Recently, the isolated-check visual evoked potential (icVEP) technique was designed and has been reported to detect glaucomatous damage earlier and faster. It creates low spatial frequency/high temporal frequency bright stimuli and records cortical activity initiated primarily by afferents in the magnocellular ON pathway. This pathway contains neurons with larger volumes and axonal diameters, and it is preferentially damaged in early glaucoma, which can result in visual field loss. The study presented here uses standard operative procedures (SOP) of icVEP to obtain reliable results. It can detect visual function loss using a signal-to-noise ratio (SNR) corresponding to the defects of retinal nerve fiber layer (RNFL) in early stage open-angle glaucoma (OAG). A setting of 10 Hz and condition of 15% positive-contrast (bright) are selected to differentiate OAG patients and control subjects, with each check containing eight runs.

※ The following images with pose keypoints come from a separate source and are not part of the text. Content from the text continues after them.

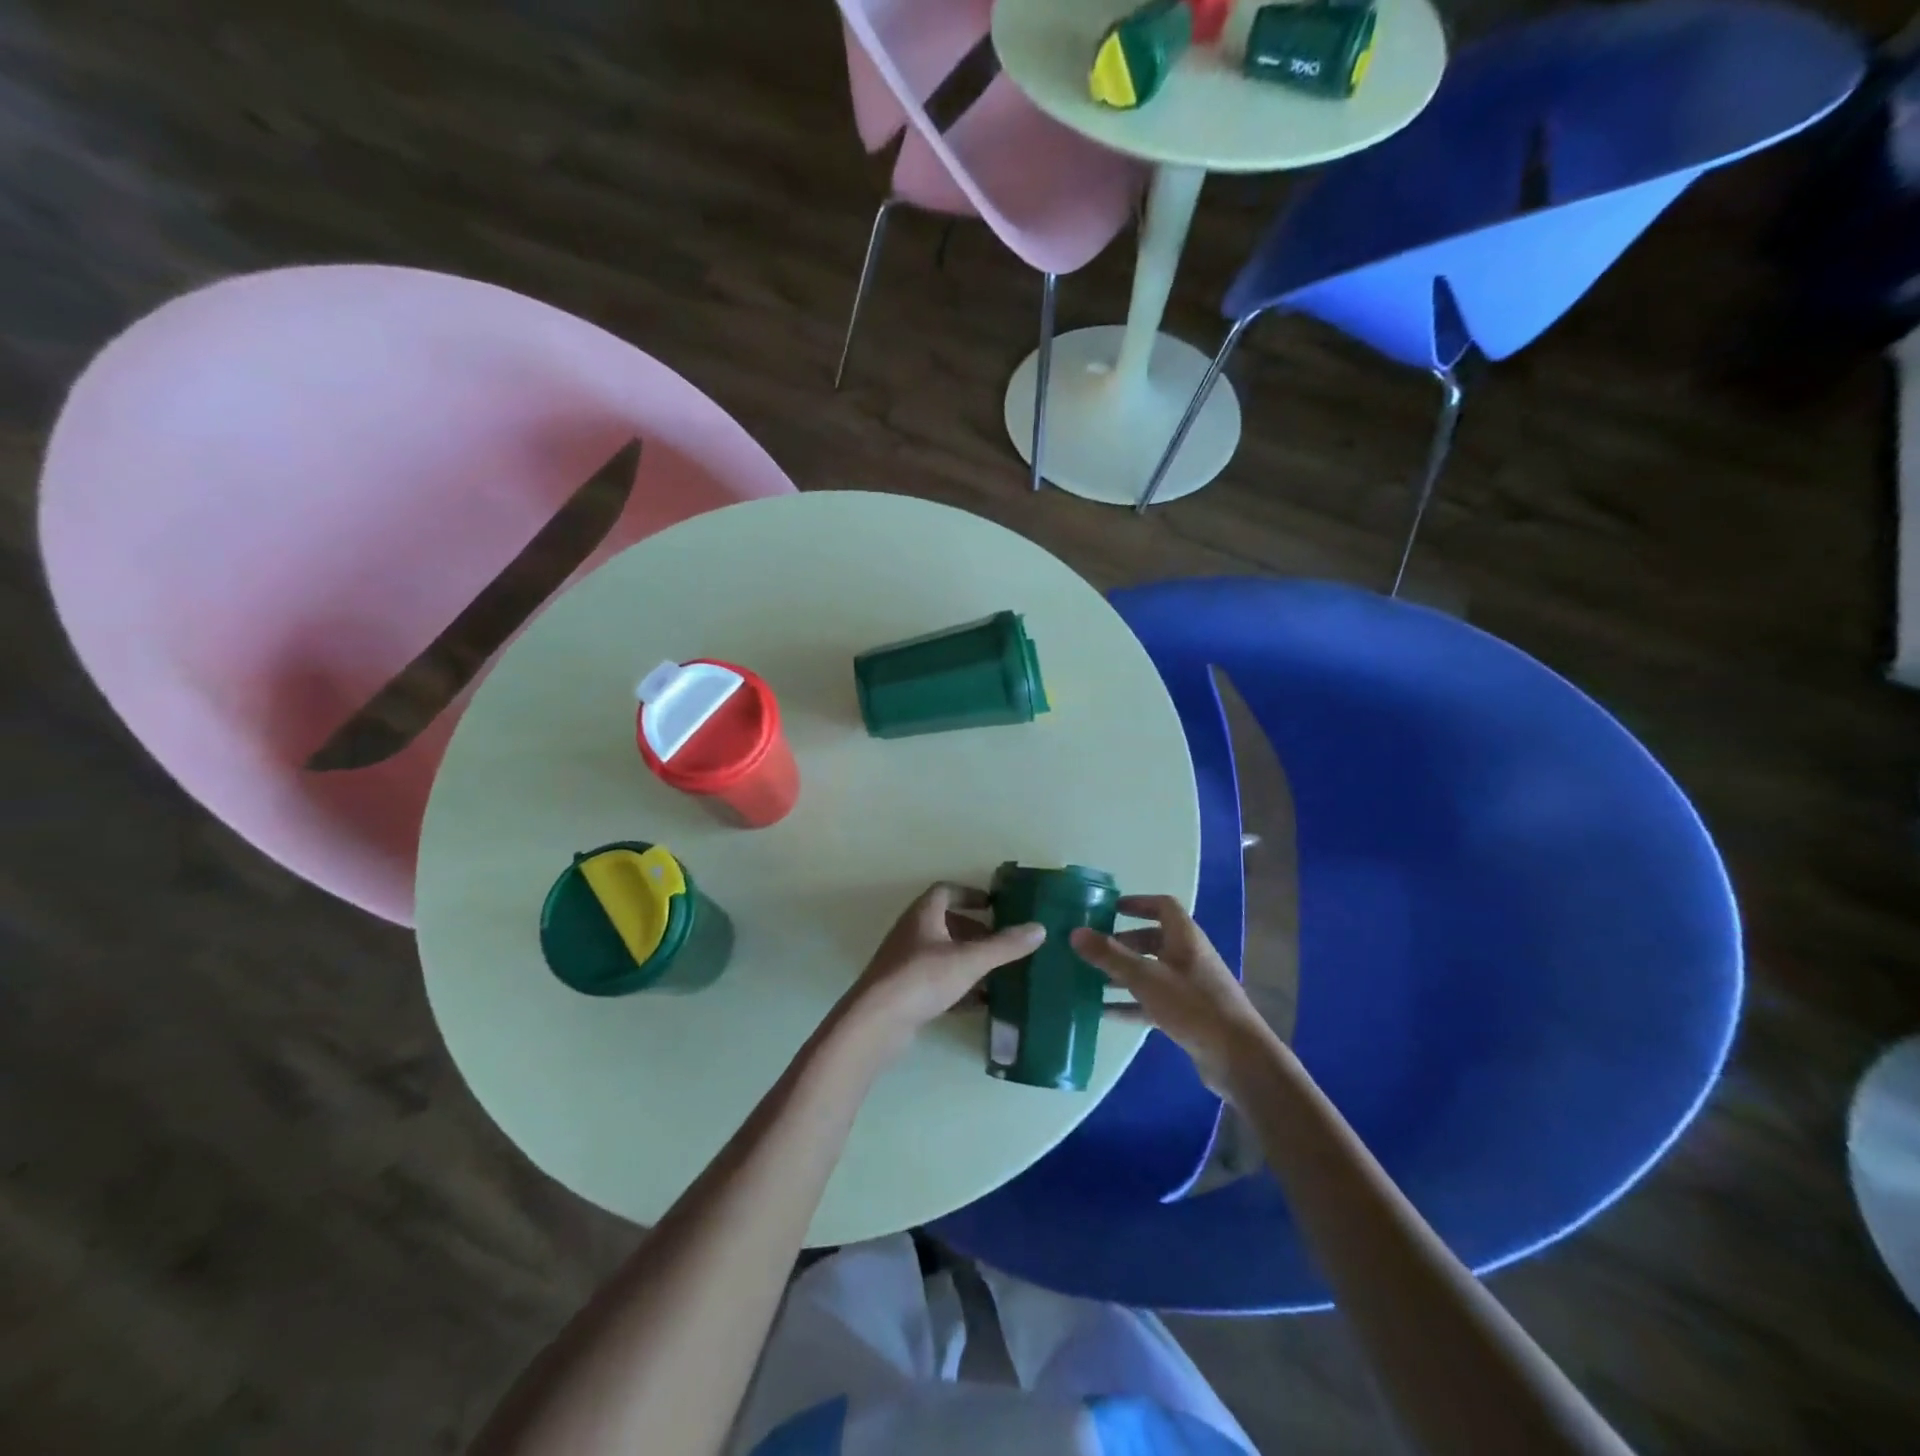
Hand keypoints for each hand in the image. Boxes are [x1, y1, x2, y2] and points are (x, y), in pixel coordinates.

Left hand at [836, 884, 1044, 1063]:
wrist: (876, 1023)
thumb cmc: (921, 978)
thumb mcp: (969, 960)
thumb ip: (1004, 946)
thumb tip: (1039, 928)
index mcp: (923, 915)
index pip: (945, 891)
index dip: (969, 894)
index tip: (993, 904)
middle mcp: (912, 934)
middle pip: (945, 923)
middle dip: (975, 931)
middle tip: (1001, 942)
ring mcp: (906, 964)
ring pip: (942, 955)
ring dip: (968, 960)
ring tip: (998, 973)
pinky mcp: (905, 992)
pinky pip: (938, 982)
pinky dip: (959, 988)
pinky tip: (981, 1003)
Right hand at [1071, 895, 1276, 1095]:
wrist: (1238, 1058)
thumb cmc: (1193, 1006)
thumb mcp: (1145, 978)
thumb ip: (1110, 956)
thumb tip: (1075, 932)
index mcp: (1185, 937)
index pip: (1162, 906)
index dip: (1137, 903)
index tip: (1110, 908)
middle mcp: (1189, 956)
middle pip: (1154, 940)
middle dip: (1123, 942)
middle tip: (1094, 948)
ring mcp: (1190, 987)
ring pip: (1151, 972)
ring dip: (1124, 974)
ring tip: (1091, 980)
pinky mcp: (1188, 1015)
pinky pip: (1154, 1000)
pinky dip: (1131, 1003)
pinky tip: (1105, 1013)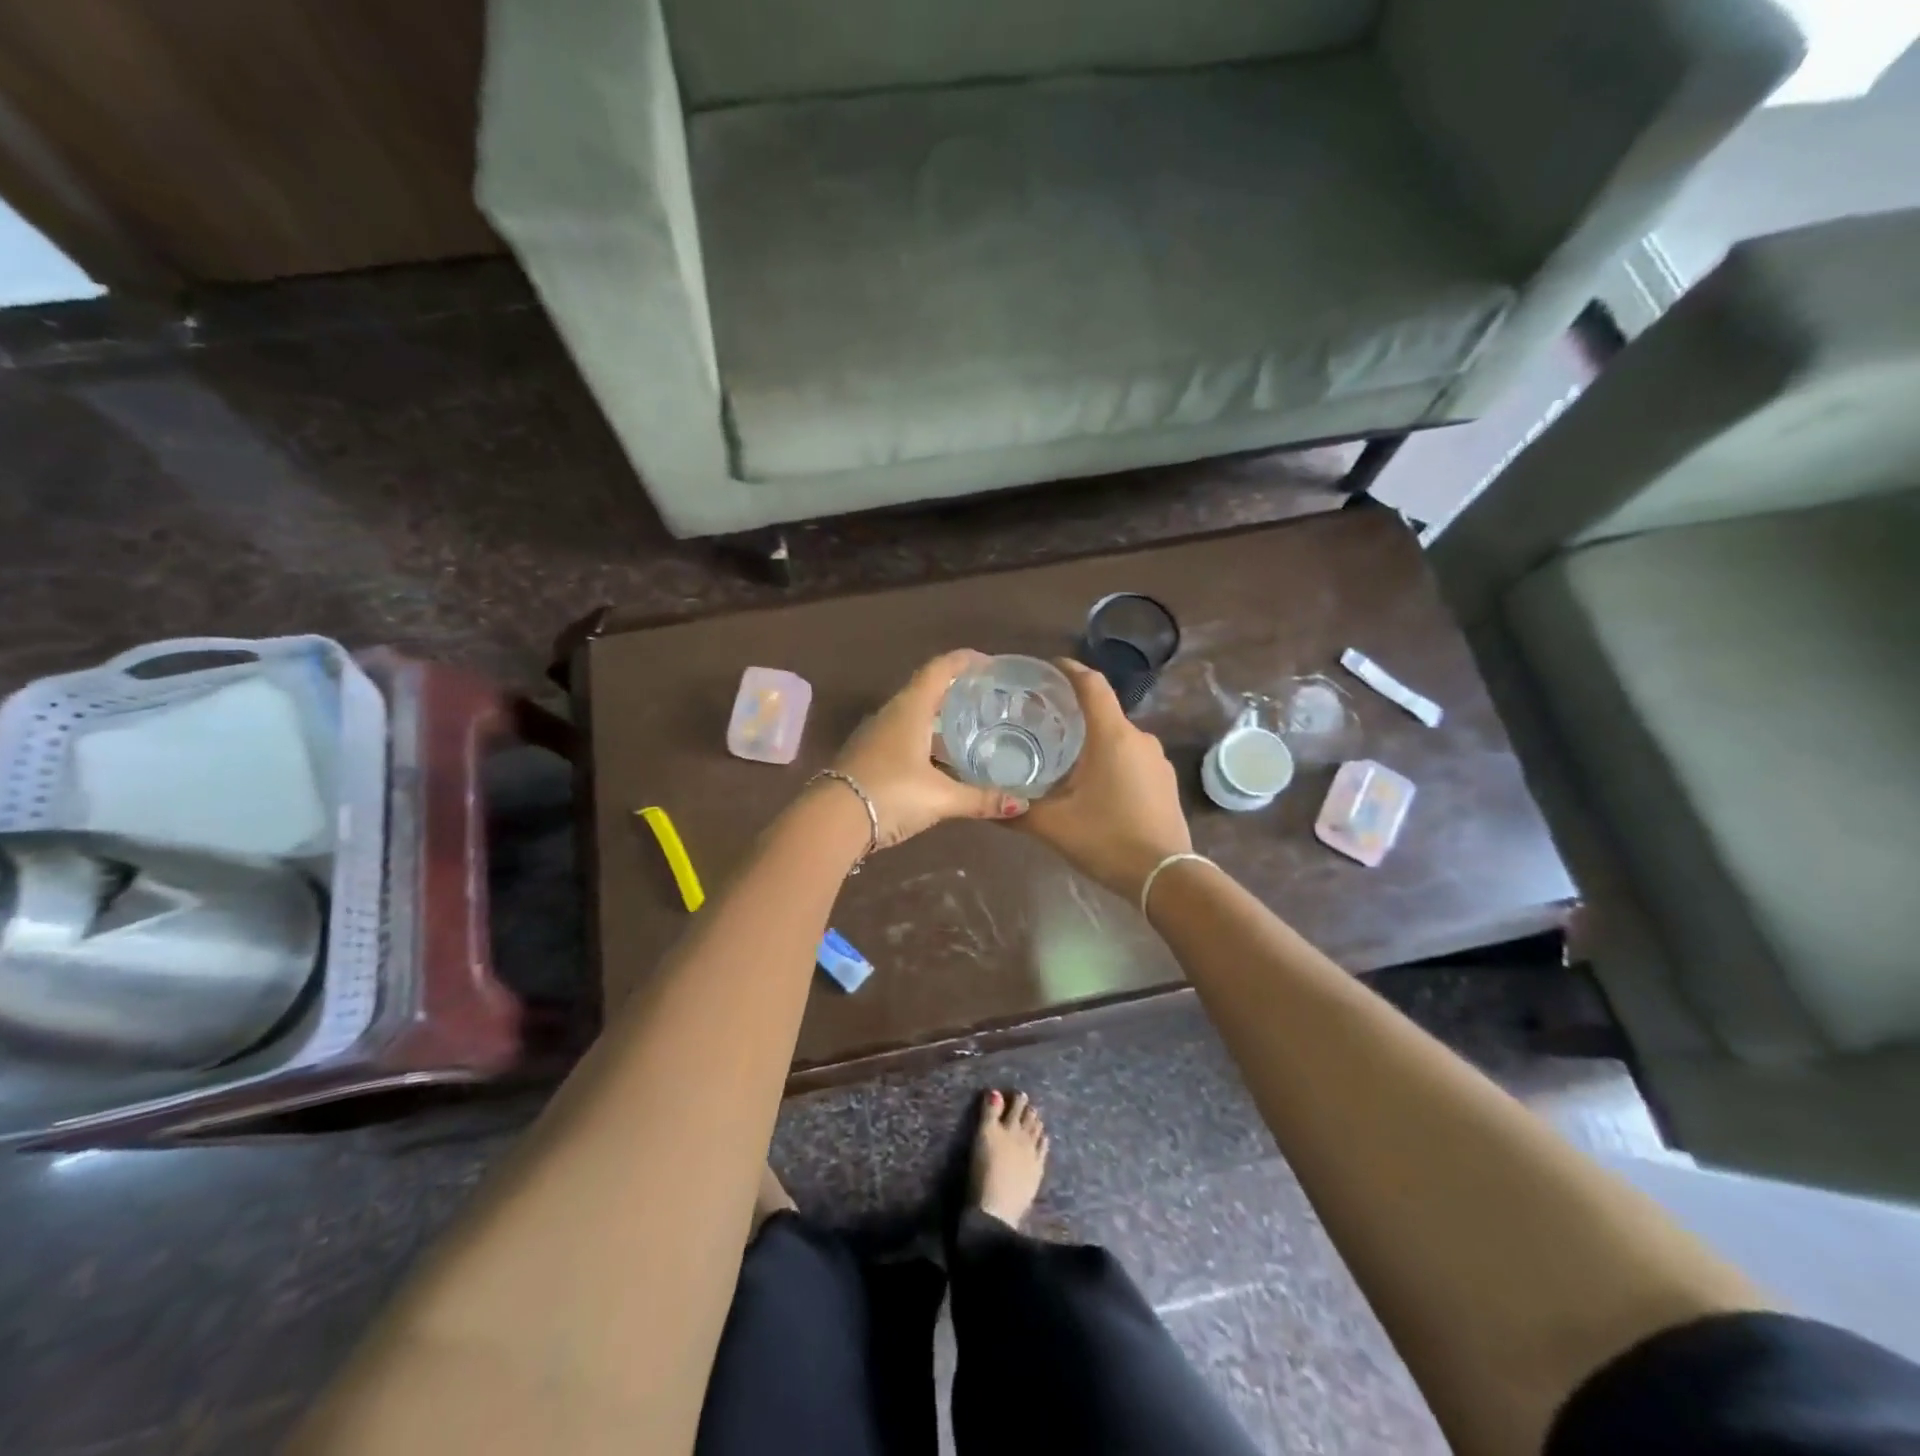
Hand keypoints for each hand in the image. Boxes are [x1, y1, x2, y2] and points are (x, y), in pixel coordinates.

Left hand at [828, 650, 1028, 849]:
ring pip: (913, 716)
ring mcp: (875, 735)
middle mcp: (891, 714)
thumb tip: (1022, 804)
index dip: (964, 661)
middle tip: (986, 698)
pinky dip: (925, 740)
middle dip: (955, 691)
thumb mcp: (940, 798)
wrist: (832, 821)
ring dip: (939, 718)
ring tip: (969, 730)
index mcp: (910, 709)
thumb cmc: (890, 795)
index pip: (939, 669)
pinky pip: (903, 737)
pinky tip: (941, 761)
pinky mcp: (868, 756)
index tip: (988, 662)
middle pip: (926, 690)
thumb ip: (980, 799)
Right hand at [1018, 659, 1192, 899]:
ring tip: (1062, 752)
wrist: (1166, 877)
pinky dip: (1110, 758)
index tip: (1046, 669)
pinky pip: (1132, 756)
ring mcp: (1157, 760)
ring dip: (1092, 738)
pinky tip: (1091, 781)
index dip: (1069, 669)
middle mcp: (1139, 738)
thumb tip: (985, 806)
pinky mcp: (1164, 781)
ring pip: (1118, 736)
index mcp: (1112, 736)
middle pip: (1103, 710)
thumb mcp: (1053, 826)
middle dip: (1074, 710)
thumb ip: (1017, 811)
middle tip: (1040, 720)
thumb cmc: (1107, 840)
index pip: (1091, 684)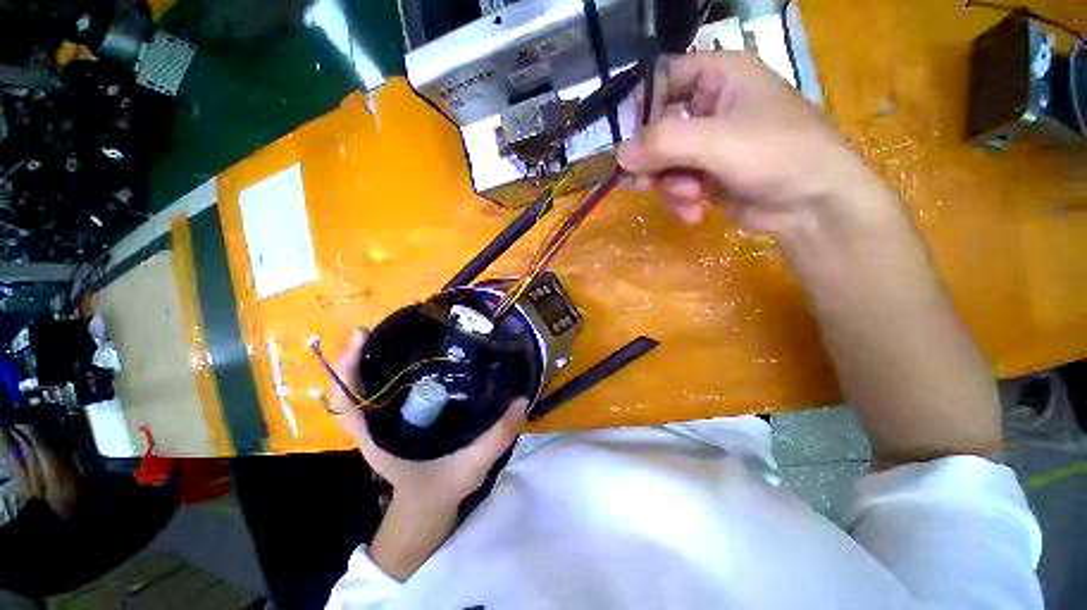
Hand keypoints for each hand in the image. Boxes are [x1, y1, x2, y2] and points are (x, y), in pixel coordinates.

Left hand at [330, 328, 526, 510]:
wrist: (428, 506)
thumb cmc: (442, 488)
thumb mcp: (472, 466)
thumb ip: (496, 437)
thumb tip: (520, 399)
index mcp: (381, 439)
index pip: (348, 405)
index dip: (347, 372)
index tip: (361, 338)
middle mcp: (375, 426)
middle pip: (354, 387)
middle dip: (363, 354)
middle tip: (384, 325)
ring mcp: (383, 421)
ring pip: (368, 386)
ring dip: (375, 358)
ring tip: (398, 331)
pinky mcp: (396, 417)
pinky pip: (386, 390)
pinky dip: (391, 369)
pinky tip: (415, 354)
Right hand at [618, 52, 893, 239]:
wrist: (813, 205)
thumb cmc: (777, 154)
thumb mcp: (718, 142)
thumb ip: (664, 144)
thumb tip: (618, 155)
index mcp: (719, 77)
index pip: (663, 78)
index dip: (643, 108)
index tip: (634, 143)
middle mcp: (710, 107)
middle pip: (658, 129)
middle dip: (657, 161)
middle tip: (651, 183)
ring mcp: (707, 144)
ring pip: (664, 162)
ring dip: (670, 186)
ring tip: (690, 199)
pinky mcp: (706, 175)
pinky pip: (675, 184)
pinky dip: (680, 200)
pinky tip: (694, 214)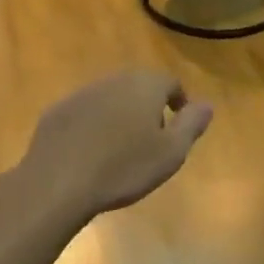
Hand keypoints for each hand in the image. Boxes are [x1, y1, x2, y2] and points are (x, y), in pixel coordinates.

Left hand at [10, 71, 212, 223]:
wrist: (57, 182)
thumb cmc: (123, 168)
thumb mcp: (171, 152)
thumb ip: (192, 124)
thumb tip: (207, 104)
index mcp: (145, 85)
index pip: (170, 83)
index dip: (179, 103)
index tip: (179, 126)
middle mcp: (113, 80)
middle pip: (139, 87)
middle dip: (148, 107)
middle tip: (153, 138)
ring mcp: (81, 94)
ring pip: (110, 98)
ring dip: (120, 115)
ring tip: (122, 148)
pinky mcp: (56, 112)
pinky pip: (84, 113)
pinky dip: (93, 126)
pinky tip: (91, 153)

Each run persists for 2 s (for 20 total cycles). A flowchart is constructed, which consists of pupil size and intraocular pressure over a 30 min rest period before each examination. Additionally, the testing order of eyes is performed to obtain reliable electroencephalographic signals. VEPs are recorded and analyzed automatically by software, and SNRs are derived based on a multivariate statistic. An SNR of ≤ 1 is considered abnormal. A receiver-operating-characteristic (ROC) curve is applied to analyze the accuracy of group classification. Then, the SOP is applied in a cross-sectional study, showing that icVEP can detect glaucomatous visual function abnormality in the central visual field in the form of SNR. This value also correlates with the thickness thinning of RNFL and produces high classification accuracy for early stage OAG. Thus, it serves as a useful and objective diagnostic technology for the early detection of glaucoma.